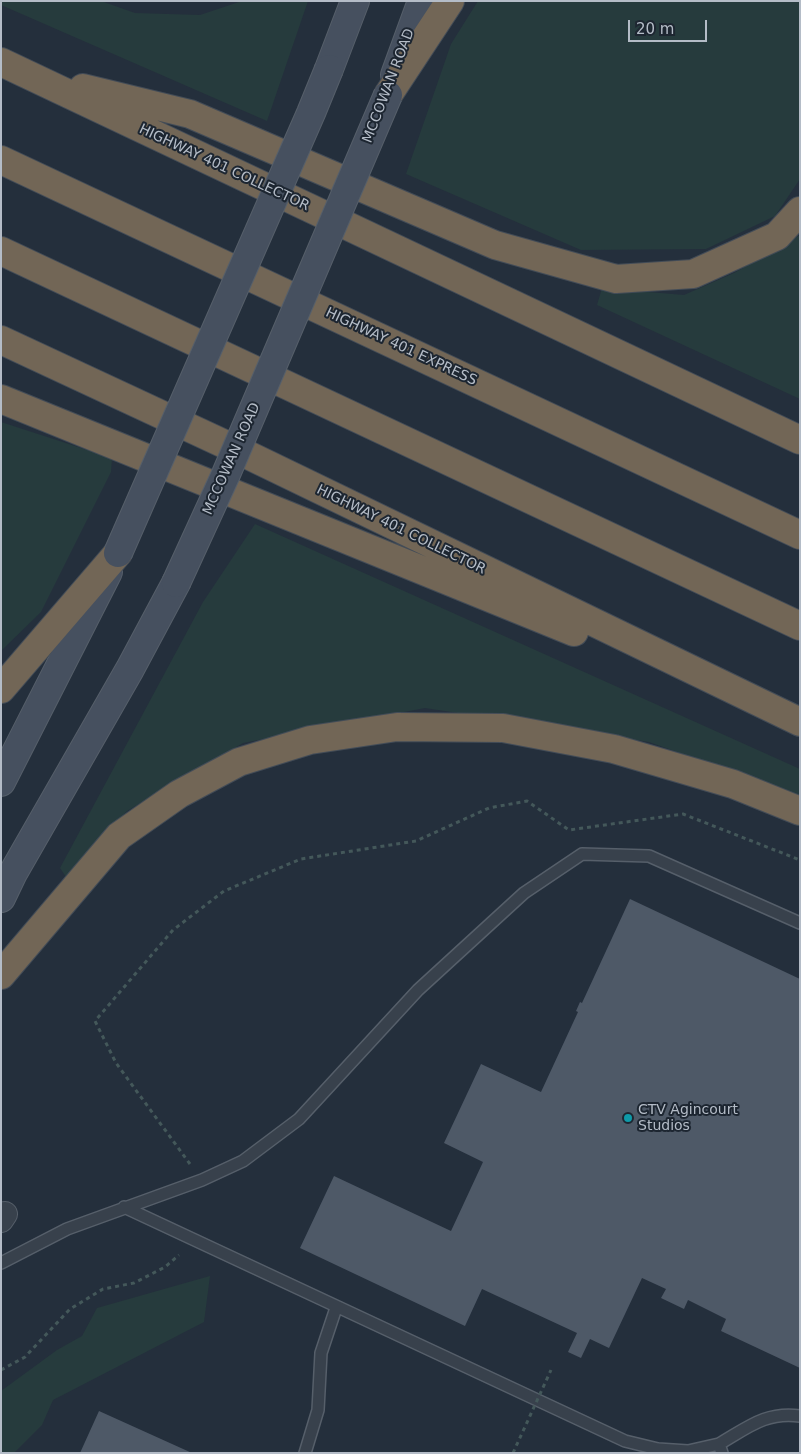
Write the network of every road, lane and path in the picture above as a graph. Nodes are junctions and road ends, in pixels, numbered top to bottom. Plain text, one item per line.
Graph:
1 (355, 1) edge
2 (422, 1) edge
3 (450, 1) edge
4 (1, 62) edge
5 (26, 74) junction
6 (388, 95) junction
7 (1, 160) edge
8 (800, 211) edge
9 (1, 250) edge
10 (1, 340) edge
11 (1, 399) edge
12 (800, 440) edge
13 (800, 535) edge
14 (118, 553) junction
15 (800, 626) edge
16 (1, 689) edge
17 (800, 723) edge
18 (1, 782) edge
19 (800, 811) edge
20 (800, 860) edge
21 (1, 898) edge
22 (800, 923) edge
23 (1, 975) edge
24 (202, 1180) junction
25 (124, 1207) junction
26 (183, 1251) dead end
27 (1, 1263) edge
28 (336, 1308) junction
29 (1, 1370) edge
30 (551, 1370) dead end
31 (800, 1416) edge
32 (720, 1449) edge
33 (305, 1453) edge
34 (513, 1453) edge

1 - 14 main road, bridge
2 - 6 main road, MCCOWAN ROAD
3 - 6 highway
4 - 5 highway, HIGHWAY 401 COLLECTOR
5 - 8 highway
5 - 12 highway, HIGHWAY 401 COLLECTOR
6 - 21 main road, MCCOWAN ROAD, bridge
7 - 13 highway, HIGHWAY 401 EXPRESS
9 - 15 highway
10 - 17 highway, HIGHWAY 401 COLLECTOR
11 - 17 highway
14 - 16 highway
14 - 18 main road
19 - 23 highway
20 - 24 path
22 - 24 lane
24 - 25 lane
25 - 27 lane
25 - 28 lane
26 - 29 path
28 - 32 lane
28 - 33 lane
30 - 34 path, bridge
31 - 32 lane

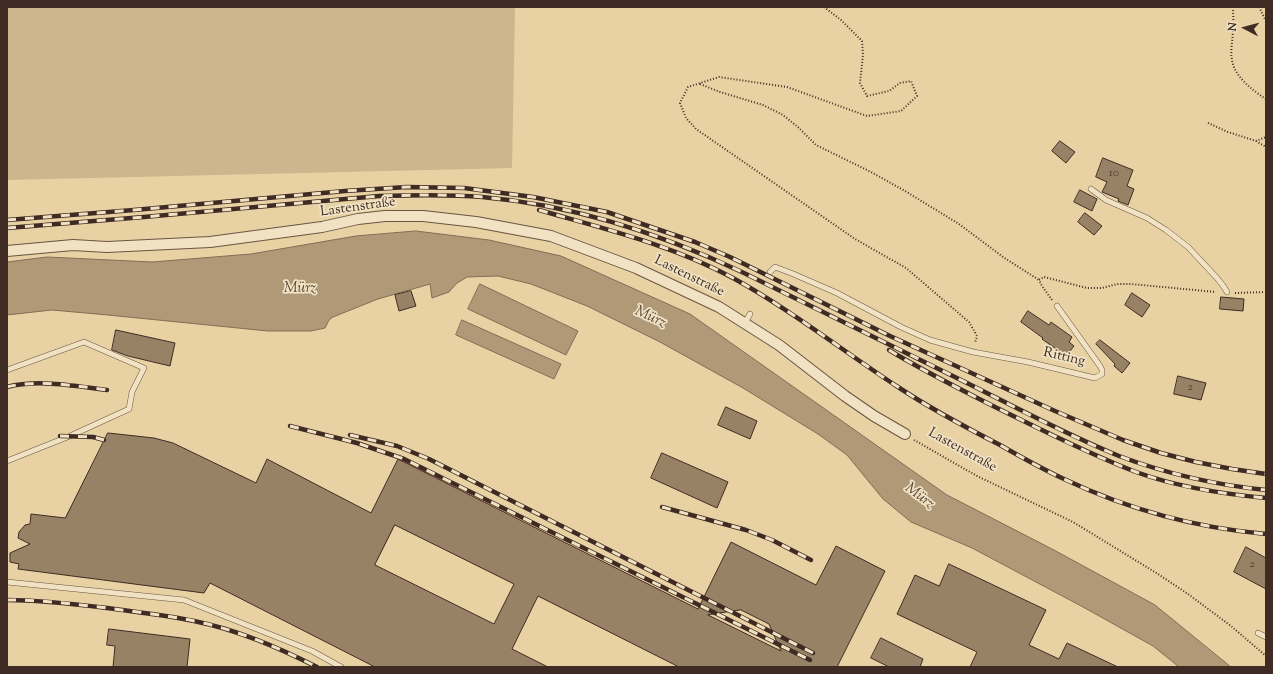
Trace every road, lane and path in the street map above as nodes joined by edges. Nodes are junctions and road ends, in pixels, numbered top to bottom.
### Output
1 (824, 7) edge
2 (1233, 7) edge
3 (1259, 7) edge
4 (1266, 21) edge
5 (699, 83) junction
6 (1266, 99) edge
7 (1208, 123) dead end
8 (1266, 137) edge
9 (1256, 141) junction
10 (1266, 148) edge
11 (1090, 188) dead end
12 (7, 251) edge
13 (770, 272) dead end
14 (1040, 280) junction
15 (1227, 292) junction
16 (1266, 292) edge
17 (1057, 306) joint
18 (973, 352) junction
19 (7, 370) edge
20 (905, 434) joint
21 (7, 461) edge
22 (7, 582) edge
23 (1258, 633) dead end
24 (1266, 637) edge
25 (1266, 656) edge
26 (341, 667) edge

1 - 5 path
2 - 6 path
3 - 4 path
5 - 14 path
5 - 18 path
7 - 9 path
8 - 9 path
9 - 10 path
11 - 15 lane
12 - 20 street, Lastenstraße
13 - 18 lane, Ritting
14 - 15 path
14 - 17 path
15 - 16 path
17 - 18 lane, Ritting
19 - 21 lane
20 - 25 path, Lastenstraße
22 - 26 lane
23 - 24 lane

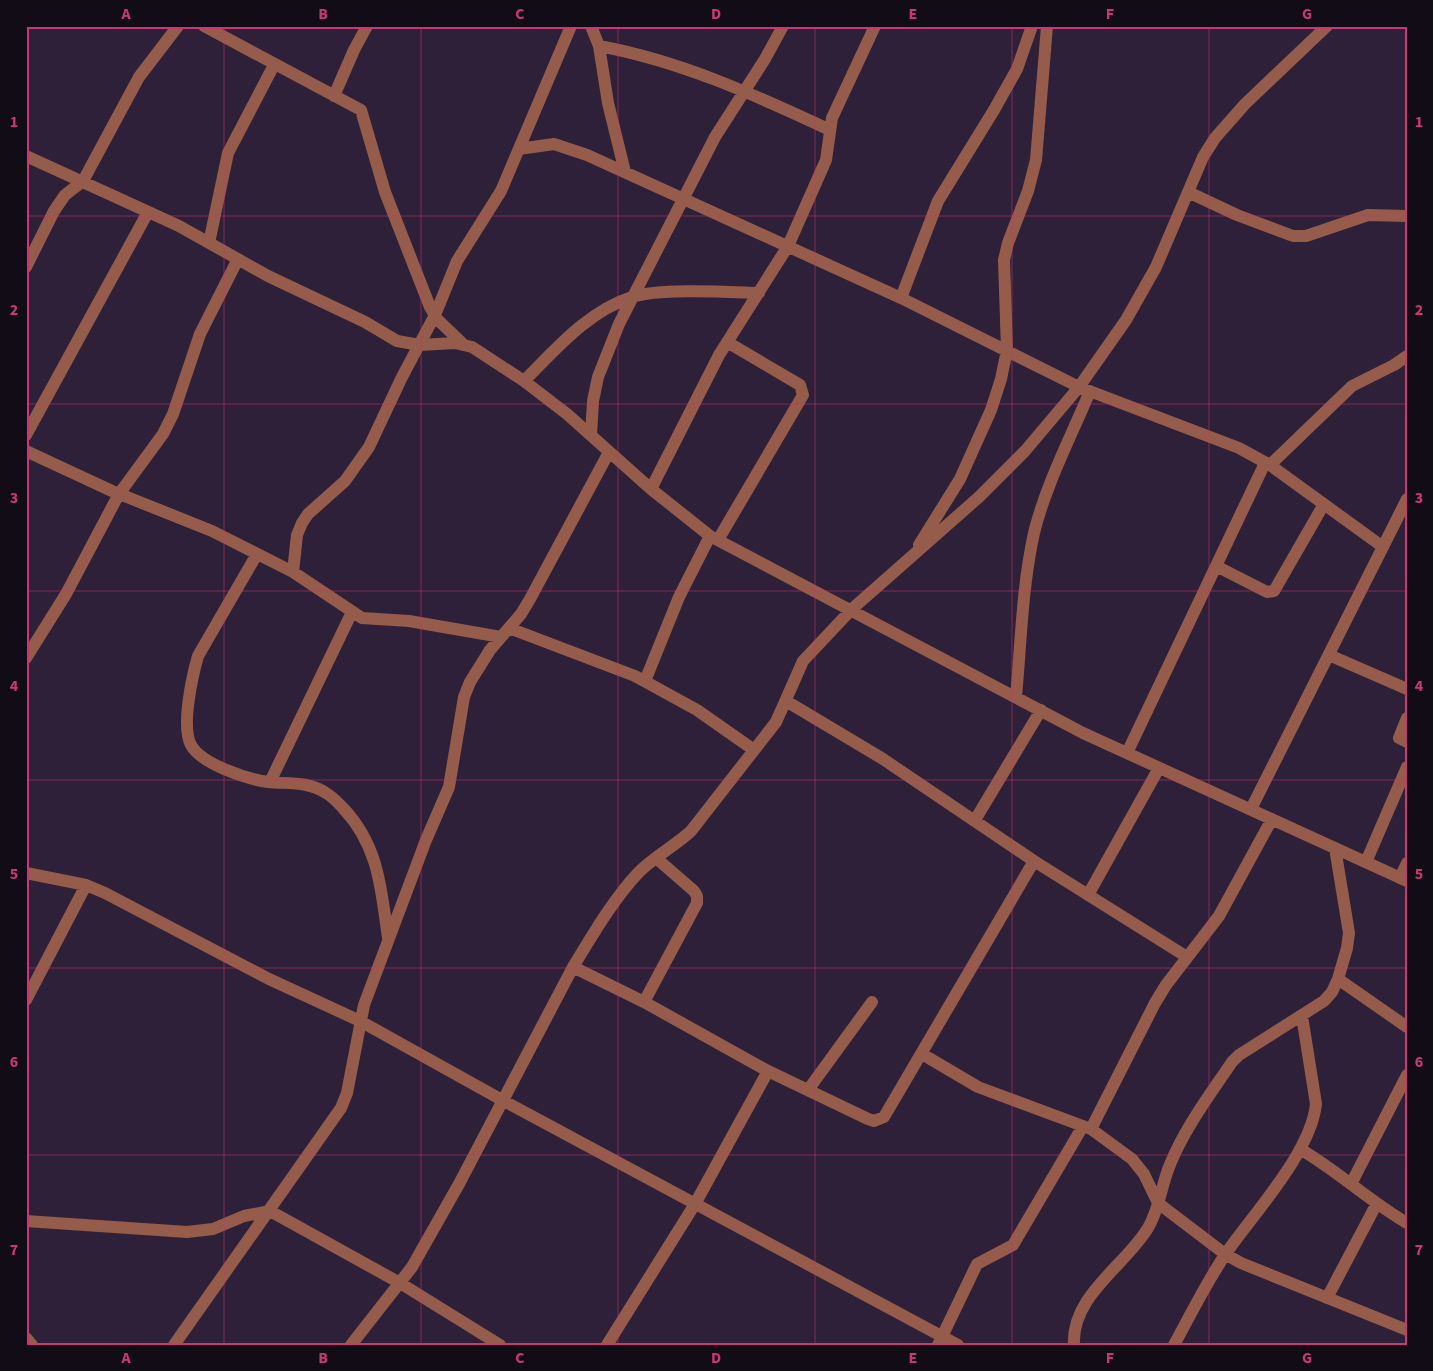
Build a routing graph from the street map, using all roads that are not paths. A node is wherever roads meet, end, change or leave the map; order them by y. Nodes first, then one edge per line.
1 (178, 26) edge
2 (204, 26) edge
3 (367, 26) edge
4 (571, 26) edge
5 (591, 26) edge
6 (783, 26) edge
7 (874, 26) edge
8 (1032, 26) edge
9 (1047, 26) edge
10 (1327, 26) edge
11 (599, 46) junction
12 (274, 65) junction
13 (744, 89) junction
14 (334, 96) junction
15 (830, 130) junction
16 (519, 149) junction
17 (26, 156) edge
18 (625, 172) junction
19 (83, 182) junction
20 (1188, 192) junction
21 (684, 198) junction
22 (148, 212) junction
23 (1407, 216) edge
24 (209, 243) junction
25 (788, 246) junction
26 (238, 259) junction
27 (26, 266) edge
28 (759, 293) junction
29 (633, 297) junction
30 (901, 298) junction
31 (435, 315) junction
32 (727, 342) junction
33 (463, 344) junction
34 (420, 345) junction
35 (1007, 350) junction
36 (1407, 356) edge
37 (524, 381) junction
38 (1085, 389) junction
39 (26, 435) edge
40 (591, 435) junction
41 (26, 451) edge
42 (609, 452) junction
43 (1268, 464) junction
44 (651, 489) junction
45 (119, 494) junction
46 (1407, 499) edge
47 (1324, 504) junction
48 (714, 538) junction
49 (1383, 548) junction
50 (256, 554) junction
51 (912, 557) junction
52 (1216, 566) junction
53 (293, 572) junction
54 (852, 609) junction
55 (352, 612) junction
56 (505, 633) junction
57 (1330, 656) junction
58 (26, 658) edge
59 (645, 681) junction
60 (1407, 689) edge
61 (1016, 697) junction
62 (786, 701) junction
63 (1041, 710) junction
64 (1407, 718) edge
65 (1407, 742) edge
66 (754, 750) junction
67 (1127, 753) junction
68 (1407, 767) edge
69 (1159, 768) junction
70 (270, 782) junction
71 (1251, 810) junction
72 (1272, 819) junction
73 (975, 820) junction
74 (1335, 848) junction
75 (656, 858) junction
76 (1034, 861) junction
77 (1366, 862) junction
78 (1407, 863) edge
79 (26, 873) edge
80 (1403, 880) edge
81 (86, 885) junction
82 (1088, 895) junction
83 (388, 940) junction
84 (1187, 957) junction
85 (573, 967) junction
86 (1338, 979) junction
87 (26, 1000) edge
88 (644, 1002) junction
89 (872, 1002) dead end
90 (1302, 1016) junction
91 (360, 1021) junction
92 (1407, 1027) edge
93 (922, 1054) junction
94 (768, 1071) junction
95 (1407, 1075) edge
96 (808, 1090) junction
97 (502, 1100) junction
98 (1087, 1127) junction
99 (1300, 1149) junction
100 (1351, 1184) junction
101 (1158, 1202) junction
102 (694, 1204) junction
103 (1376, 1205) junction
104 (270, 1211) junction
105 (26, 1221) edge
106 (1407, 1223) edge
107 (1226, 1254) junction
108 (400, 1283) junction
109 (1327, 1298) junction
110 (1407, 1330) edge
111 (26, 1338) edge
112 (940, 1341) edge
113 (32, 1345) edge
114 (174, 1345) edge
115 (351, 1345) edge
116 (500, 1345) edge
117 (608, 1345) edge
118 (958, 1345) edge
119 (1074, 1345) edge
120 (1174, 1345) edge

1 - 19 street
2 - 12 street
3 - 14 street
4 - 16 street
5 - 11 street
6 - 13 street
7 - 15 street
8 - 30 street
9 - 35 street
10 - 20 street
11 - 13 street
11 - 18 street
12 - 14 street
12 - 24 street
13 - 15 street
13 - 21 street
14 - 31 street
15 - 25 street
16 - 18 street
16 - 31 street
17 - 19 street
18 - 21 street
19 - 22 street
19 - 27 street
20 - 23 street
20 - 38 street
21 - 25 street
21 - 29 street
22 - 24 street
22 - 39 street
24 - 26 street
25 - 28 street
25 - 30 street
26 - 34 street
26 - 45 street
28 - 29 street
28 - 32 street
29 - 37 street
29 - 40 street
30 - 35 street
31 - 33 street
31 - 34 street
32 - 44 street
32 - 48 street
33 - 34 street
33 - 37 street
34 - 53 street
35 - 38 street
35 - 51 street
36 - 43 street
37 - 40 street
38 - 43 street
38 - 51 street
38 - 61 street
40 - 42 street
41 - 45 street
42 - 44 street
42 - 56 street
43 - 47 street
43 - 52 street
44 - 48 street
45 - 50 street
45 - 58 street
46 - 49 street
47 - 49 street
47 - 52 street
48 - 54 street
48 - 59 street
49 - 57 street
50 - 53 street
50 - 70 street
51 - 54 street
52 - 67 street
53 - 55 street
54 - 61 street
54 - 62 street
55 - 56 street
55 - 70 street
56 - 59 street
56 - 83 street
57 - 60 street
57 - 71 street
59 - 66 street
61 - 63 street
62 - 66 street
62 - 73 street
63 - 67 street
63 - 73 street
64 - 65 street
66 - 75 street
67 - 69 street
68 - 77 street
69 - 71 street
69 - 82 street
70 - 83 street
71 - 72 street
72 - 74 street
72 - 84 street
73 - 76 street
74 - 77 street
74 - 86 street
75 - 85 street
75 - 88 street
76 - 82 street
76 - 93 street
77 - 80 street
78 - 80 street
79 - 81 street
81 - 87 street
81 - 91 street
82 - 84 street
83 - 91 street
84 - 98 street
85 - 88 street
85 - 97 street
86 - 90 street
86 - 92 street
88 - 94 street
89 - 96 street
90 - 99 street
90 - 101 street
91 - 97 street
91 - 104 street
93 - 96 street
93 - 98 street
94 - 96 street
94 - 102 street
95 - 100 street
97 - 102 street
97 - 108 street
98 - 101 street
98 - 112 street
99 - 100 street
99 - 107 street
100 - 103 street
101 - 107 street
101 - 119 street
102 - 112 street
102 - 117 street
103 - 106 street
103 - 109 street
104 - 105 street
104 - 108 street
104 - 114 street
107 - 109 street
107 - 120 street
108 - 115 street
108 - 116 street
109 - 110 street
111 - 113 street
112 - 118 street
____________________
■ **What the task requires**
Report every line of the data above that contains the string "highway" by copying it in full.

■ **Problem solution**
3 - 6 highway
4 - 5 highway, HIGHWAY 401 COLLECTOR
5 - 8 highway
5 - 12 highway, HIGHWAY 401 COLLECTOR
7 - 13 highway, HIGHWAY 401 EXPRESS
9 - 15 highway
10 - 17 highway, HIGHWAY 401 COLLECTOR
11 - 17 highway
14 - 16 highway
19 - 23 highway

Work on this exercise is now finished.